In this cohort of children on ART we sought to determine the most practical and cost-effective method of measuring adherence in a RLS. MEMS was used as the reference method against which two subjective and two objective adherence assessments were compared. Of note, adherence as measured by MEMS (adjusted for dosing interval) in this study correlated with virologic suppression, which remained unchanged pre-and post-study.
Overall adherence by all measures was excellent: both subjective measures (VAS and 3DR) showed a median adherence of 100%. Overestimation of adherence is a common issue with subjective measures, which is why they are often not considered useful alone [31
]. Objective measures (PR and SR) however, had similarly high median adherence values in this study. All of the subjective and objective measures appeared to overestimate adherence when compared to MEMS.
The adherence rates in this young age group are similar to findings in older children [7
], except for PR adherence, which was higher in our cohort. It has recently been shown that caregiver motivation and knowledge of ART are important predictors of adherence [32
The fact that adherence rates were not lower in our very young cohort, where medication administration was further complicated by liquid formulations, suggests that motivational factors are of higher predictive importance than regimen complexity.
MEMS data showed that the timing of doses was often deviant from prescription—a finding that no other adherence measure could detect.

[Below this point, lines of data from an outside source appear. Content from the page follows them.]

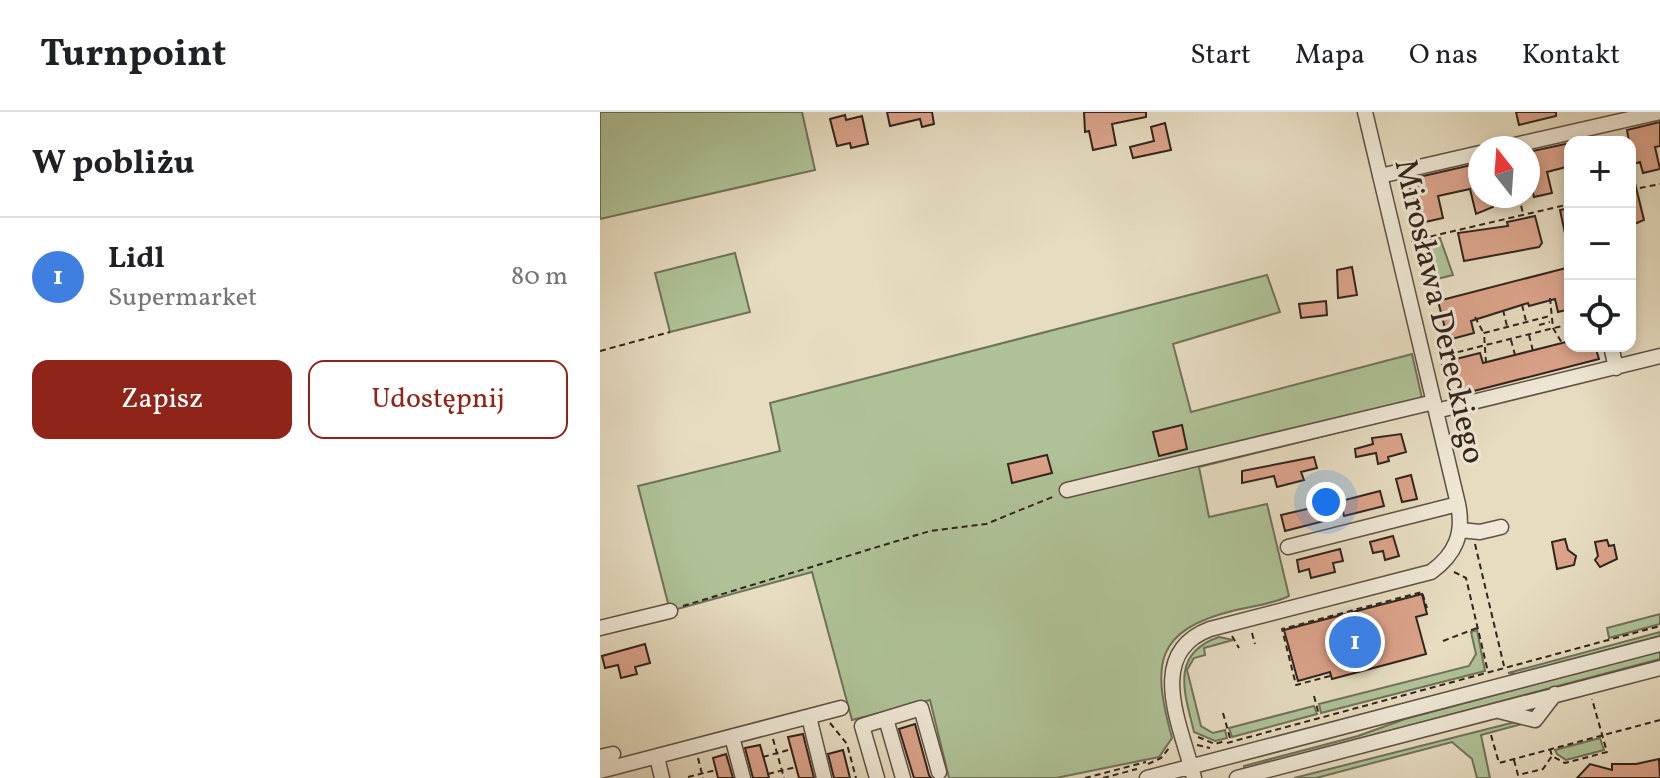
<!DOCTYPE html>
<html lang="pl">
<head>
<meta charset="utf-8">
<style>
	body { margin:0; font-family:Vollkorn,serif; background:#f2f2f2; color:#202124 }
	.controls { position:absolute; right:24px; top:24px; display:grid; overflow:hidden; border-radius:16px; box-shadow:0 4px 12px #0003 }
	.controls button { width:72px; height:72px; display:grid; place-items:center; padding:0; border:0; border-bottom:2px solid #e0e0e0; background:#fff; color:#202124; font:40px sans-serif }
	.compass { position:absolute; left:868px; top:24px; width:72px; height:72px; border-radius:50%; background:#fff; box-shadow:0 4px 12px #0003; rotate:343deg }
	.you { position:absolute; left:726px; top:390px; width:28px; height:28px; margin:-20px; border:6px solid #fff; border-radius:50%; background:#1a73e8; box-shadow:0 0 0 12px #1a73e833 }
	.badge { display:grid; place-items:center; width:52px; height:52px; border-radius:50%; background:#8f2418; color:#fff; font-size:26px; font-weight:700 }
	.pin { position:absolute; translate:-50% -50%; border:4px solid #fff; box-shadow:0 2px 8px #0006 }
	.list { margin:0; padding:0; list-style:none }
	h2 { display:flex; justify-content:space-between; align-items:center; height:104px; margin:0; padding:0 32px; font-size:34px }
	h2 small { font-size:26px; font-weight:400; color:#757577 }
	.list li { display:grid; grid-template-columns:52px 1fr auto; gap:24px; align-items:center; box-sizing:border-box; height:120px; padding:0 32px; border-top:2px solid #e0e0e0 }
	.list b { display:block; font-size:30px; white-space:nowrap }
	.list p { margin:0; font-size:26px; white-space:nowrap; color:#757577 }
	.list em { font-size:26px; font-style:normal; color:#757577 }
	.actions { display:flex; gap:16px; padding:24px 32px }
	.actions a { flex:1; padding:18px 0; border:2px solid #8f2418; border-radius:16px; text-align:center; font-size:28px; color:#8f2418 }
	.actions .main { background:#8f2418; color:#fff }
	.icon { flex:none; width:44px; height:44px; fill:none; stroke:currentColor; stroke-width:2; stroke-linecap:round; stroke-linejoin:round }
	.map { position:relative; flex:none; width:1060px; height:666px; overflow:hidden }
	header { display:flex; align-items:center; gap:48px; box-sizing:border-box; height:112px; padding:0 40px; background:#fff; border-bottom:2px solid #e0e0e0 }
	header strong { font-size:38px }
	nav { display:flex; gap:44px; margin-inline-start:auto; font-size:28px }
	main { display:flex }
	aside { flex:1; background:#fff }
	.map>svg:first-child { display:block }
	.green { fill:#afc297; stroke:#70725a; stroke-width:2 }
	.building { fill:#dba38a; stroke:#32231c; stroke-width:2 }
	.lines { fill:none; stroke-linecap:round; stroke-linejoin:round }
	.minor-casing { stroke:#5f5145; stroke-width:17 }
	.path { stroke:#32231c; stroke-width:2; stroke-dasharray:6 4; stroke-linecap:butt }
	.minor { stroke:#efe8d6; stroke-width:14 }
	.labels { text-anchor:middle; stroke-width:6; stroke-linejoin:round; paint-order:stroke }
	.street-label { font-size:32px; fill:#32231c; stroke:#efe8d6 }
</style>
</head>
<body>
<header>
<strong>Turnpoint</strong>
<nav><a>Start</a><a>Mapa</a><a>O nas</a><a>Kontakt</a></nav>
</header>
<main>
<aside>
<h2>W pobliżu<small></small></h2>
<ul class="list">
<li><span class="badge" style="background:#3f7fe0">1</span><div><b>Lidl</b><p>Supermarket</p></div><em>80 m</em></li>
</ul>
<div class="actions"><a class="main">Zapisz</a><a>Udostępnij</a></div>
</aside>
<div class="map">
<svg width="1060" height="666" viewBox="0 0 1060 666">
	<rect width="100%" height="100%" fill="#e6dcc0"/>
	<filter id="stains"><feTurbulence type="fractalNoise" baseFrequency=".0025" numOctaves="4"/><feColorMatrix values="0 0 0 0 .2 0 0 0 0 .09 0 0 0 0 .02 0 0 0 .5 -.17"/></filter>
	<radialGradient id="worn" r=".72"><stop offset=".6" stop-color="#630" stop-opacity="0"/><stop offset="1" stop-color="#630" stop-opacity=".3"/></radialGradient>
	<path class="green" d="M0 0H202L215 58 0 107Z
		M840 126 853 163 837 167 828 129Z
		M135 141 150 200 70 220 55 161Z
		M667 163 680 200 573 232 591 300 812 242 822 286 821 300 599 355 609 405 667 392 689 484C673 492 653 494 636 498 553 518 552 552 572 626L559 645 456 666H349L330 588 252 608 212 460 70 499 38 374 180 339 170 291Z
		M1060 502V512L1009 526 1007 516Z
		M877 518 885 559 721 601 719 592 869 554 876 542 871 520Z
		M1060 520V524L917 562 908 561Z
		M619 525 633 528 604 536 605 543 594 546 587 558 601 614 613 621 625 618 627 626 615 629 594 620C585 582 569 542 619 525Z
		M1060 539V547L645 657 644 654 758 624 805 607Z
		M714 594 717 602 632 625 629 616Z
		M915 610 922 612 881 623 890 666H877L872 647 852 630 716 666H694Z
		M1000 626 1004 638 966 648 957 642 955 638Z"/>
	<path class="building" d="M287 0H332L334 12 322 15 320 7 290 14Z
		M484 0H546V5L512 12 516 33 493 38 489 19 485 20Z
		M916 0H956V4L919 13Z
		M245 3 246 8 262 4 268 32 251 36 250 31 237 34 230 7Z
		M1060 10V34L1055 35 1060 57 1043 61 1040 50 1033 52 1027 18Z
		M565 11 571 38 533 46 530 35 554 29 551 15Z
		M970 31V54L947 60 952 81 934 85 931 74 928 75V40Z
		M880 51V84H891L893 95 876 102 870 77 838 84 843 106 825 110 808 73 810 67Z
		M1030 67H1034L1044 108 1030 114Z
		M970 96V125L966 126 960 98Z
		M935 104 942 131 939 135 864 149 858 121 908 114 907 110Z
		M752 155 757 183 738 186 737 158Z
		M970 155V197L958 200 955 187 929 194 928 191 871 209 874 221 848 228 838 189Z
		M726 189 727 203 701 206 699 192Z
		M970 229V234H995L999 247 862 282 852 248 880 241 883 251Z
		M582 313 587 337 559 344 553 320Z
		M801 322 806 340 788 345 789 349 778 352 776 341 756 345 755 337 773 332 772 326Z
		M447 343 452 361 412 371 408 352Z
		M714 345 717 356 701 360 704 368 677 375 674 364 642 371V359Z
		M811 363 817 387 802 390 796 367Z
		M780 379 784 394 744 404 741 389Z
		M720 394 724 409 685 419 681 403Z
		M793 424 799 444 785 448 783 439 773 441 770 430Z
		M965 427 968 438 976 444 974 453 957 457 952 430Z
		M1007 428 1009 434 1014 433 1017 447 1000 455 995 448 998 444 995 430Z
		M740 437 743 449 733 451 735 460 711 466 709 457 699 460 697 448Z
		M822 482 827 502 816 505 826 542 732 567 730 560 698 569 684 518Z
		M45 532 50 551 35 555 37 562 21 566 18 553 5 556 2 544Z
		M315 612 329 663 331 666H314L310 653 299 617Z
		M203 622 214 666H199L188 625Z
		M160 633 166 654 169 666H153L145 636Z
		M243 638 250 666H234L228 642Z
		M126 642 133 666H118L113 646Z
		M1059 647 1060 666H977L990 652 1012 658V652H1036Z"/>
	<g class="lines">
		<defs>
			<path id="minor" d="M902 36 1060 0
				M780 64 880 41
				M1011 234 1016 256
				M836 299 1060 244
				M467 378 834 290
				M860 418 880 420 901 415
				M688 435 858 392
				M0 516 70 499
				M899 599 935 608 955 582
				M209 605 224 666
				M286 607 303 666
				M132 625 143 666
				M0 645 13 642
				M57 645 62 666
				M0 659 241 596
				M277 666 262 614 321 596 339 660
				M547 666 1060 532
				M594 666C583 618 543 542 610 517L831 460C856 442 864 421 858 392L765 0
				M637 666 1060 556"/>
		</defs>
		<use href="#minor" class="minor-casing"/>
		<path class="path" d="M1030 78 1060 72
			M919 84 923 102
			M811 129 970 92
			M950 186 953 216 962 231
			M922 193 926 209
			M903 198 907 214
			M875 205 883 220
			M939 213 950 210
			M929 223 933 239
			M911 228 915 243
			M0 239 70 220
			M886 251 884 221 950 204
			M842 258V244L970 212
			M875 432 904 554
			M854 460 866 466 888 560
			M83 494 330 419 386 412 455 384
			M652 521 655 532
			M632 524 639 536
			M843 529 877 516
			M730 564 696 573 682 517 822 480 827 496
			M714 584 719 603
			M623 601 630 626
			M230 611 247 632 256 666
			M891 623 899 651 1060 608
			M598 625 615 632 625 629
			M173 627 184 666
			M627 631 1060 514
			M597 633 610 636
			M950 637 952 644 965 651 1007 640 992 587
			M163 645 192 637
			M98 646 103 666
			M914 648 918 663 943 657 952 644
			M548 652 561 646 570 635
			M168 662 196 655
			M88 665 116 658
			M485 666 546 650
			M503 666 537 657"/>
		<use href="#minor" class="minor"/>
	</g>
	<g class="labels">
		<g class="street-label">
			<text transform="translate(841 199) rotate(77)" y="11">Mirosława Dereckiego</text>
		</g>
	</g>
	<rect width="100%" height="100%" filter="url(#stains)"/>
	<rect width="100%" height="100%" fill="url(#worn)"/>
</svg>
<div class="controls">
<button>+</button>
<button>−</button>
<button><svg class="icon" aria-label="locate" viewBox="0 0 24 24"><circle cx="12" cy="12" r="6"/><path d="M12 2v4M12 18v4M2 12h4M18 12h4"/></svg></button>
</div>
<svg class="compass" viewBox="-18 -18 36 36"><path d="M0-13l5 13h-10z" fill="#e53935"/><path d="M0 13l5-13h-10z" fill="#757577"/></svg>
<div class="you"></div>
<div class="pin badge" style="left:755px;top:530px;background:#3f7fe0">1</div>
</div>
</main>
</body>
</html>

Unfortunately, at an annual cost of $57 per patient including equipment and staff time, MEMS caps are not affordable in most RLS. While both subjective measures are easy to use and low cost at less than $0.40 per patients per annum per measure, neither correlated significantly with overall MEMS adherence. Only VAS showed significant correlation with timedMEMS—the correlation, however, was weak. Given the fact that VAS showed very little variance, this correlation’s relevance should be interpreted with caution. Similarly, the objective measures showed poor correlation with MEMS. Syrup returns were difficult to manage and required more staff time than simply calculating PR data.
For the objective measures, although PR has been shown to be a highly effective means of monitoring adherence in adults [18
], in our study PR overestimated adherence when compared to MEMS. This difference may be due to the different dispensing practices for syrups versus pills. For adults, exact numbers of pills can be counted and dispensed, whereas syrups can usually only be dispensed according to the manufacturers prepackaged volume. Since the dose of antiretroviral drugs changes with patient weight in children, no pharmacist is able to dispense an exact amount of syrup. The other objective measure, syrup returns, also overestimated adherence when compared to MEMS, possibly due to liquid spillage at dosing times. Another possibility is that of medication dumping—caregivers might deliberately empty medication containers before attending the clinic in order to appear adherent. Regardless, although PR is not as useful a tool in children as in adults, it is the more simple and cost effective measure if an objective method is to be used.
These results should be interpreted in light of several limitations. Due to limited financial and staff resources, we were only able to follow mother–child dyads for a short period of time, and it is possible that self-reported adherence was inflated (relative to MEMS adherence) over this short period. Overestimation of adherence by all measures but PR could also have occurred through the Hawthorne effect, due to the short monitoring period. It is also important to note that we measured only one antiretroviral drug of the regimen of three. Even though we included virologic data from subsequent visits after the adherence-monitoring period, the study cohort showed very little heterogeneity in their virologic response, and this limits the analyses. It is further noteworthy that the wider time frame during which specimen were collected could have influenced results. It is also important to note the limitations of our sample size—even though it is relatively large in comparison with other pediatric MEMS studies and with regards to our clinic population, its size is limiting in interpreting the significance of the detected associations and the overall statistical power of the data.
MEMS can over- or underestimate adherence, and even though we adjusted our data for these limitations, it cannot be guaranteed that all the caregiver reports that the adjustments were based on were correct.
Measuring adherence remains complex and elusive. The data here does highlight some areas where more intensive education should occur in the treatment support process: training with regard to amount and method of dosing syrups should be emphasized, as should timing of dosing. Although MEMS gave realistic adherence data in our study, no single adherence method is ideal. Our data suggest that PR and VAS would give an inexpensive assessment of objective and subjective adherence, but only VAS showed any correlation with MEMS usage. It is unfortunate that the expense of the best method renders it unavailable in RLS. As MEMS is repeatedly shown to be the best method of monitoring adherence, despite its limitations, perhaps more effort should be directed at the exploration of cheaper electronic alternatives for such RLS.